Everything in the listing below must be set down again exactly.

(Beginning of Supplied records)

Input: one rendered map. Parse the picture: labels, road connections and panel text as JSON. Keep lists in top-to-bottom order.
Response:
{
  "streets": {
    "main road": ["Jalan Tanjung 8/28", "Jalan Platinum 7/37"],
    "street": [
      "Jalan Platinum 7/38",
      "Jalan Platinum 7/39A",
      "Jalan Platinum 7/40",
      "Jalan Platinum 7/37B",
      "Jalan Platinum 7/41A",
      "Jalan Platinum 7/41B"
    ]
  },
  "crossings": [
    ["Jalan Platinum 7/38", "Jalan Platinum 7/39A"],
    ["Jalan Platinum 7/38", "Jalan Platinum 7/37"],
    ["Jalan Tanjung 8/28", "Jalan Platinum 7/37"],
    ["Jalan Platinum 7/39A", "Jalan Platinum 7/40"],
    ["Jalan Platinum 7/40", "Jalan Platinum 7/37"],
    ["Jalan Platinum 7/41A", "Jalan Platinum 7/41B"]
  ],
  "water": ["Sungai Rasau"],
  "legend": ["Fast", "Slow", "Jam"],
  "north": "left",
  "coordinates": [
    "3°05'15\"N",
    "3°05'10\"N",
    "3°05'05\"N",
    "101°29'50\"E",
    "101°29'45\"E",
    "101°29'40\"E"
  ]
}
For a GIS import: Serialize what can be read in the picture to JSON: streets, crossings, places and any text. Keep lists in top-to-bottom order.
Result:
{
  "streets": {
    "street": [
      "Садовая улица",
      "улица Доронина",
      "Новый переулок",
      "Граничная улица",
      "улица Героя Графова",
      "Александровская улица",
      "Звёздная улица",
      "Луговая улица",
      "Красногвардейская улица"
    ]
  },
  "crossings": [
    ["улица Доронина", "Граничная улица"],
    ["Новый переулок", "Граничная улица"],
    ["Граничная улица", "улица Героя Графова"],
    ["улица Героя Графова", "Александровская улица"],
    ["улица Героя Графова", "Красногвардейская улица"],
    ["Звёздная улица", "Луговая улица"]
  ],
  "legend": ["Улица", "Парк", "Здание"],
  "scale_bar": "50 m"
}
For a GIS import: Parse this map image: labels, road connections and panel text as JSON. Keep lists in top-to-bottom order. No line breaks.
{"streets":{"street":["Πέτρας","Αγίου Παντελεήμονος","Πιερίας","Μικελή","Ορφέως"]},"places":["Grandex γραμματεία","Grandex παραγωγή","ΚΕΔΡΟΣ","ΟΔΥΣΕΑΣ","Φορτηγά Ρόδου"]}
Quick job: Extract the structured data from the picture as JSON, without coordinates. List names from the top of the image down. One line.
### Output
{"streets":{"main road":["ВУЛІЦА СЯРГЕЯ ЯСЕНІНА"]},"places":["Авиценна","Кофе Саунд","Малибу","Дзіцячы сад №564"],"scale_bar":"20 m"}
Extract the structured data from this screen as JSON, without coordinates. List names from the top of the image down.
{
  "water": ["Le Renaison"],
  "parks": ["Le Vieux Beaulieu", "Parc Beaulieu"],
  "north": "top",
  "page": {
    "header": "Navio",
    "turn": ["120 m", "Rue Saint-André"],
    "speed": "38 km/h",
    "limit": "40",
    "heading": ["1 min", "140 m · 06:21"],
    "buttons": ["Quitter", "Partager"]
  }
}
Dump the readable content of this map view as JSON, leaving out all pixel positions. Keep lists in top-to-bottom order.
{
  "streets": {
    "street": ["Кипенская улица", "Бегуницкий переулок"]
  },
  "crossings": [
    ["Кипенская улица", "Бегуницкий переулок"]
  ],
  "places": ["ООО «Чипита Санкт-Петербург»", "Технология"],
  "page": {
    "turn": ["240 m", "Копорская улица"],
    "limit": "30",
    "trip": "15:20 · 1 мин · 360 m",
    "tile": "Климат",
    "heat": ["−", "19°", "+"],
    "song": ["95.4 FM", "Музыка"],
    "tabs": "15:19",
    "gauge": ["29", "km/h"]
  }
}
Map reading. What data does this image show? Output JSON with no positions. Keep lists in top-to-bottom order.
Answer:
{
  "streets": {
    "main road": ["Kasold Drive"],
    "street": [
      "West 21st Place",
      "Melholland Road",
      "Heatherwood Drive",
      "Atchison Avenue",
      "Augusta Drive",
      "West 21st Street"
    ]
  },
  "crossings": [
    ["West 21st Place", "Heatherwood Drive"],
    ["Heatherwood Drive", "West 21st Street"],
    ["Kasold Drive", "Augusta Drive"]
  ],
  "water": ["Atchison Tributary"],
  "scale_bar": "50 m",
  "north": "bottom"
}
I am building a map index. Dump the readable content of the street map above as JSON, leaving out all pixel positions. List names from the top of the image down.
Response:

(End of Supplied records)

## Response box
Input: one rendered map. Parse the picture: labels, road connections and panel text as JSON. Keep lists in top-to-bottom order.
Response:
{
  "streets": {
    "main road": ["Jalan Tanjung 8/28", "Jalan Platinum 7/37"],
    "street": [
      "Jalan Platinum 7/38",
      "Jalan Platinum 7/39A",
      "Jalan Platinum 7/40",
      "Jalan Platinum 7/37B",
      "Jalan Platinum 7/41A",
      "Jalan Platinum 7/41B"
    ]
  },
  "crossings": [
    ["Jalan Platinum 7/38", "Jalan Platinum 7/39A"],
    ["Jalan Platinum 7/38", "Jalan Platinum 7/37"],
    ["Jalan Tanjung 8/28", "Jalan Platinum 7/37"],
    ["Jalan Platinum 7/39A", "Jalan Platinum 7/40"],
    ["Jalan Platinum 7/40", "Jalan Platinum 7/37"],
    ["Jalan Platinum 7/41A", "Jalan Platinum 7/41B"]
  ],
  "water": ["Sungai Rasau"],
  "legend": ["Fast", "Slow", "Jam"],
  "north": "left",
  "coordinates": [
    "3°05'15\"N",
    "3°05'10\"N",
    "3°05'05\"N",
    "101°29'50\"E",
    "101°29'45\"E",
    "101°29'40\"E"
  ]
}
For a GIS import: Serialize what can be read in the picture to JSON: streets, crossings, places and any text. Keep lists in top-to-bottom order.
Result:
{
  "streets": {
    "street": [
      "Садовая улица",
      "улица Доронина",
      "Новый переулок",
      "Граничная улица",
      "улица Героя Графова",
      "Александровская улица",
      "Звёздная улица",
      "Луговая улица",
      "Красногвардейская улица"
    ]
  },
  "crossings": [
    ["улица Доронина", "Граничная улица"],
    ["Новый переулок", "Граничная улица"],
    ["Граничная улица", "улица Героя Графова"],
    ["улица Героя Графова", "Александровская улица"],
    ["улица Героя Графова", "Красногвардейская улица"],
    ["Звёздная улица", "Луговая улица"]
  ],
  "legend": ["Улица", "Парк", "Здание"],
  "scale_bar": "50 m"
}
For a GIS import: Parse this map image: labels, road connections and panel text as JSON. Keep lists in top-to-bottom order. No line breaks.
{"streets":{"street":["Πέτρας","Αγίου Παντελεήμονος","Πιερίας","Μικελή","Ορφέως"]},"places":["Grandex γραμματεία","Grandex παραγωγή","ΚΕΔΡΟΣ","ΟΔΥΣΕΑΣ","Φορτηγά Ρόδου"]}
Quick job: Extract the structured data from the picture as JSON, without coordinates. List names from the top of the image down. One line.
### Output
{"streets":{"main road":["ВУЛІЦА СЯРГЕЯ ЯСЕНІНА"]},"places":["Авиценна","Кофе Саунд","Малибу","Дзіцячы сад №564"],"scale_bar":"20 m"}
Extract the structured data from this screen as JSON, without coordinates. List names from the top of the image down.
{
  "water": ["Le Renaison"],
  "parks": ["Le Vieux Beaulieu", "Parc Beaulieu"],
  "north": "top",
  "page": {
    "header": "Navio",
    "turn": ["120 m", "Rue Saint-André"],
    "speed": "38 km/h",
    "limit": "40",
    "heading": ["1 min", "140 m · 06:21"],
    "buttons": ["Quitter", "Partager"]
  }
}
Dump the readable content of this map view as JSON, leaving out all pixel positions. Keep lists in top-to-bottom order.
{
  "streets": {
    "street": ["Кипенская улица", "Бегуницкий переулок"]
  },
  "crossings": [
    ["Кипенская улица", "Бегуницкий переулок"]
  ],
  "places": ["ООО «Чипита Санкт-Петербург»", "Технология"],
  "page": {
    "turn": ["240 m", "Копорская улица"],
    "limit": "30",
    "trip": "15:20 · 1 мин · 360 m",
    "tile": "Климат",
    "heat": ["−", "19°", "+"],
    "song": ["95.4 FM", "Музыка"],
    "tabs": "15:19",
    "gauge": ["29", "km/h"]
  }
}
Map reading. What data does this image show? Output JSON with no positions. Keep lists in top-to-bottom order.
Answer:
{
  "streets": {
    "main road": ["Kasold Drive"],
    "street": [
      "West 21st Place",
      "Melholland Road",
      "Heatherwood Drive",
      "Atchison Avenue",
      "Augusta Drive",
      "West 21st Street"
    ]
  },
  "crossings": [
    ["West 21st Place", "Heatherwood Drive"],
    ["Heatherwood Drive", "West 21st Street"],
    ["Kasold Drive", "Augusta Drive"]
  ],
  "water": ["Atchison Tributary"],
  "scale_bar": "50 m",
  "north": "bottom"
}
I am building a map index. Dump the readable content of the street map above as JSON, leaving out all pixel positions. List names from the top of the image down.
Response:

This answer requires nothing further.